Visconti v. College of Physicians and Surgeons of Alberta, [2012] A.J. No. 123, 2012 ABCA 46, Alberta Court of Appeal, February 9, 2012, F.F. Slatter, J.D.B. McDonald and M.B. Bielby JJ.A.

The Appellant (“Dr. Visconti”) appealed the penalty imposed by the Council of the College of Physicians and Surgeons of Alberta (the “College”) following his convictions on 31 counts of professional misconduct. The convictions arose in the context of Dr. Visconti’s treatment of nine patients with respiratory issues between 2002 and 2005 and multiple occasions of failure to properly chart, billing irregularities, and failure to refer patients to a respirologist for x-rays. The Court had earlier quashed nine other convictions of professional misconduct against Dr. Visconti and had remitted the matter back to the College to determine the appropriate penalty for the remaining 31.

The College imposed a global penalty of 30 days suspension, 25 hours of continuing education, peer reviews and publication of Dr. Visconti’s name and particulars of his convictions.

Dr. Visconti appealed the penalty, seeking to have it reduced such that he would be allowed to serve the suspension on consecutive weekends, that random chart audits be substituted for the peer review and continuing medical education and that his name and convictions not be published. Dr. Visconti took the position that the College acted unreasonably in imposing the penalty by erring in the application of a principle of law, misapprehending evidence or failing to give weight to significant favors, or imposing a penalty disproportionate to the offence committed.
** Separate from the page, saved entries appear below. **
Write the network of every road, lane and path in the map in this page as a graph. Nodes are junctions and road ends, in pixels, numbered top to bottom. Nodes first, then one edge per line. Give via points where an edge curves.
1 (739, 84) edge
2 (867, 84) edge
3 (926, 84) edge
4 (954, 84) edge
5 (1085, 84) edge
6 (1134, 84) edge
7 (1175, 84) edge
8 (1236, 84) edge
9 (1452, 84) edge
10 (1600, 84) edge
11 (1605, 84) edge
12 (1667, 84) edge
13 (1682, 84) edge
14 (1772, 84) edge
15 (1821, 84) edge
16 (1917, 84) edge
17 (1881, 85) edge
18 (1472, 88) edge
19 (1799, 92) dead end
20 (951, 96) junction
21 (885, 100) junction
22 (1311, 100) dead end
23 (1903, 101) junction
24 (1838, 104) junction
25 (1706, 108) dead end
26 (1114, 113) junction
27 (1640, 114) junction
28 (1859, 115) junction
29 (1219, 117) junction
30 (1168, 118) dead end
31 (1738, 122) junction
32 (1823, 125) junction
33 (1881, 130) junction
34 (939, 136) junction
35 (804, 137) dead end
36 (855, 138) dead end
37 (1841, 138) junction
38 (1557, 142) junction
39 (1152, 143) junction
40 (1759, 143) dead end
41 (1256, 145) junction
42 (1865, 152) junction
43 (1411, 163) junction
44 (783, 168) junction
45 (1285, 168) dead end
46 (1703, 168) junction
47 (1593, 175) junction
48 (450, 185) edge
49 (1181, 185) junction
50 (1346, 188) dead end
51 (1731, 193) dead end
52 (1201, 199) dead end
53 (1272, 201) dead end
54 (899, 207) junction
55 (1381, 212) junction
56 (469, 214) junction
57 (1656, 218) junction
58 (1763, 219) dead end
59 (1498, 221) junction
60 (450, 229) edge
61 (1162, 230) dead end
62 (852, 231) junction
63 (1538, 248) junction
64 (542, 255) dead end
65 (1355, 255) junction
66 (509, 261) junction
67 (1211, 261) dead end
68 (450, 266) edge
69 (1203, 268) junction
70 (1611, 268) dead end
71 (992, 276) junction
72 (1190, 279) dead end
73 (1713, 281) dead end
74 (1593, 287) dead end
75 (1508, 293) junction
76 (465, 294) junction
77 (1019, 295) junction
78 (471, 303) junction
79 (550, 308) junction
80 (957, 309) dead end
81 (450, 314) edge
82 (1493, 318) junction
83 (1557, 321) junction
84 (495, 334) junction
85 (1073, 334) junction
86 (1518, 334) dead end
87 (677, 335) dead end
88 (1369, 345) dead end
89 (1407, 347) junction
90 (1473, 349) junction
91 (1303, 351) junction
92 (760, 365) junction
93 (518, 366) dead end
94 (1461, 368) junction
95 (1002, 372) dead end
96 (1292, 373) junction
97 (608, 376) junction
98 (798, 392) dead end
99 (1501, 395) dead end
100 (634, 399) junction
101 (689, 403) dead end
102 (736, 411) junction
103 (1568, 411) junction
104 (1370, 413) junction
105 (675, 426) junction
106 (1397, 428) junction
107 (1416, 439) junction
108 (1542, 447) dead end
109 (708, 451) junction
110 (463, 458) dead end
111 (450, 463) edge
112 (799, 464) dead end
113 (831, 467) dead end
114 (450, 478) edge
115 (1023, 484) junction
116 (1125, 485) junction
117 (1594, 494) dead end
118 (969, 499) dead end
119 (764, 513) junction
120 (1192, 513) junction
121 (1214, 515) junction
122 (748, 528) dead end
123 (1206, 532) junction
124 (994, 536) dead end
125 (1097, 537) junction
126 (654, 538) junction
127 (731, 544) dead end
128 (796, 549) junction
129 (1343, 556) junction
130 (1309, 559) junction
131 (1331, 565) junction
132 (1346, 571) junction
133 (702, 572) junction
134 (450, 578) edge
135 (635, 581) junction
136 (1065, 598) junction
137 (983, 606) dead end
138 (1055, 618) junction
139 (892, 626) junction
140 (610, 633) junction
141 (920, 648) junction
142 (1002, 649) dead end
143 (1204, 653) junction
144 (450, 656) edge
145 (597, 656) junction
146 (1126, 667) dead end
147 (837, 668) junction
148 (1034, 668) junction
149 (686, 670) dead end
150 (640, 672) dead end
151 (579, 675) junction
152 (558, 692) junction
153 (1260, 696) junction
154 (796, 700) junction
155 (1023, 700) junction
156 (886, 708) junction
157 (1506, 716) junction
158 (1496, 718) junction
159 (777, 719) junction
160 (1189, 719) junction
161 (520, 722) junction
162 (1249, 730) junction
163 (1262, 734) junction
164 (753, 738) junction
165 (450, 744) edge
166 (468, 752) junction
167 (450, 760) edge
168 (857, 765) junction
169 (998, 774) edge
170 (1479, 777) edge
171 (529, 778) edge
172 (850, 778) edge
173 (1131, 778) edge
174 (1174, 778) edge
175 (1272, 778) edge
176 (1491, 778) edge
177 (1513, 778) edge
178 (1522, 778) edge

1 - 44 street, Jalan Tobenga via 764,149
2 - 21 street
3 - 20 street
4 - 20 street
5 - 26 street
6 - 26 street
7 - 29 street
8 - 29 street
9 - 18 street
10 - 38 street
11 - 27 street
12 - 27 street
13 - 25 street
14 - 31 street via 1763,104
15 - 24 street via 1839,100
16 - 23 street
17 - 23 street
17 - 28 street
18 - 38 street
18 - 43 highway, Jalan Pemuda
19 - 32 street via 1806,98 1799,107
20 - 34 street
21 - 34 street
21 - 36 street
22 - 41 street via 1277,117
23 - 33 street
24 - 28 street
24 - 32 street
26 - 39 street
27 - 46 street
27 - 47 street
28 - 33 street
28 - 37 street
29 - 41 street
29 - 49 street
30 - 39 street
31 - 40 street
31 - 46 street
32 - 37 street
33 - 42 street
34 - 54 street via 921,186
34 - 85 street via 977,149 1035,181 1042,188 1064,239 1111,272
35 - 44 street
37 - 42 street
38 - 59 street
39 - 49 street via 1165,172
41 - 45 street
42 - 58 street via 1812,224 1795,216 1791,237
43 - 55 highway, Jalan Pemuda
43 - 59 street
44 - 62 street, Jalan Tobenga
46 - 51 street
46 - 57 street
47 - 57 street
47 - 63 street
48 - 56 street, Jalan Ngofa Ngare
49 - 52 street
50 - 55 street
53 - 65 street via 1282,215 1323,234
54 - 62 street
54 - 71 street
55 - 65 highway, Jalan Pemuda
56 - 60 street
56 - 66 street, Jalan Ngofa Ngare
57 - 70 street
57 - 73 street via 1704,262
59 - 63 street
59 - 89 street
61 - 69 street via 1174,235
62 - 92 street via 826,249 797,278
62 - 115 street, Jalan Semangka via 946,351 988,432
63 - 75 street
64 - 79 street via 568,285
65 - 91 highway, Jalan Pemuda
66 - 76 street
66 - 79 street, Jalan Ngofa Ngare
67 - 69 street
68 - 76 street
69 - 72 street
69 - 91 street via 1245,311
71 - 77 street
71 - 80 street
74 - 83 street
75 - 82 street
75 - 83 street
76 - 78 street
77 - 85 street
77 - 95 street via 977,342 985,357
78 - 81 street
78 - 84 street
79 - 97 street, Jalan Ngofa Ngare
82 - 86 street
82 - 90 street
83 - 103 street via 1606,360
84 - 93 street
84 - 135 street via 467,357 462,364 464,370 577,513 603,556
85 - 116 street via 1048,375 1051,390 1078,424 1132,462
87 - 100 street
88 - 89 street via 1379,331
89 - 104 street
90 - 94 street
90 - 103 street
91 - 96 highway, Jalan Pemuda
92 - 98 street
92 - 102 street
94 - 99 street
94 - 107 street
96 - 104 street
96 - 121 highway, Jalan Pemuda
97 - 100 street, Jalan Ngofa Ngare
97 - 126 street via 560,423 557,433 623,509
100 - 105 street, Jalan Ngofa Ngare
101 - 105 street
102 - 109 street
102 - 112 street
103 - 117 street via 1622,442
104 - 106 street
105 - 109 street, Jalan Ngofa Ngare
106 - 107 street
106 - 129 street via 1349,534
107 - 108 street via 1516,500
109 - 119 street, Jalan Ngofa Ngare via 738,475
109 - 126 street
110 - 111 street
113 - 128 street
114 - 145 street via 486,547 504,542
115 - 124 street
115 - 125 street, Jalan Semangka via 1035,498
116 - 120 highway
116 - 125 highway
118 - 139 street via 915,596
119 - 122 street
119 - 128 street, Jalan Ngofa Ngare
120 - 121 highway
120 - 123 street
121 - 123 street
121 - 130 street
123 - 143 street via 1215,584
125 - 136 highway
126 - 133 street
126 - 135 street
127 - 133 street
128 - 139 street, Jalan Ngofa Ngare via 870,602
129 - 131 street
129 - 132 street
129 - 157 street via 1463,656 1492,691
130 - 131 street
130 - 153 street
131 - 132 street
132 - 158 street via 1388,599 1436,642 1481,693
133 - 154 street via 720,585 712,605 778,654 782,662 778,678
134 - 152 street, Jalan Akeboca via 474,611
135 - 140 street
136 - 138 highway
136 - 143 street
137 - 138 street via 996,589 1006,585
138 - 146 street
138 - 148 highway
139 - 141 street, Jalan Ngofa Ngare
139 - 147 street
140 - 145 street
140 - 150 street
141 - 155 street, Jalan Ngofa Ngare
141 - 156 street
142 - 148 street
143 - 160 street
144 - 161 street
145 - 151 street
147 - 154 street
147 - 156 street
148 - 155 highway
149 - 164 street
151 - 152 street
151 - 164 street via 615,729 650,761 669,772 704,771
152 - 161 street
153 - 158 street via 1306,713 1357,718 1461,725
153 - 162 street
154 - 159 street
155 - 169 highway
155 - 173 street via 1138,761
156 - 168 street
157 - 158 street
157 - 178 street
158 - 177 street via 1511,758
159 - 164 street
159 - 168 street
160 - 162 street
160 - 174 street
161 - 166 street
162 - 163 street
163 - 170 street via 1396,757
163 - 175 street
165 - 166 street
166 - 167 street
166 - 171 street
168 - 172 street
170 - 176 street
The Court dismissed the appeal and upheld the penalties imposed by the College. The Court noted that the College’s failure to promptly prosecute the charges did not justify a lower penalty, nor was it unreasonable for the College to refer to concerns about quality of care triggered by the convictions. Further, the College reduced the original penalty to reflect the fact that it was imposed for the less serious offenses only.

That the College did not specifically mention letters of reference from Dr. Visconti’s patients, none of which were from a complainant, did not indicate that the College misapprehended evidence. It was also improper for the Court to consider whether Dr. Visconti’s overbilling arose out of an honest mistake as to do so would involve re-weighing the evidence.

The Court concluded that, given the factors present in the matter, the College’s decision more than adequately met the test for reasonableness.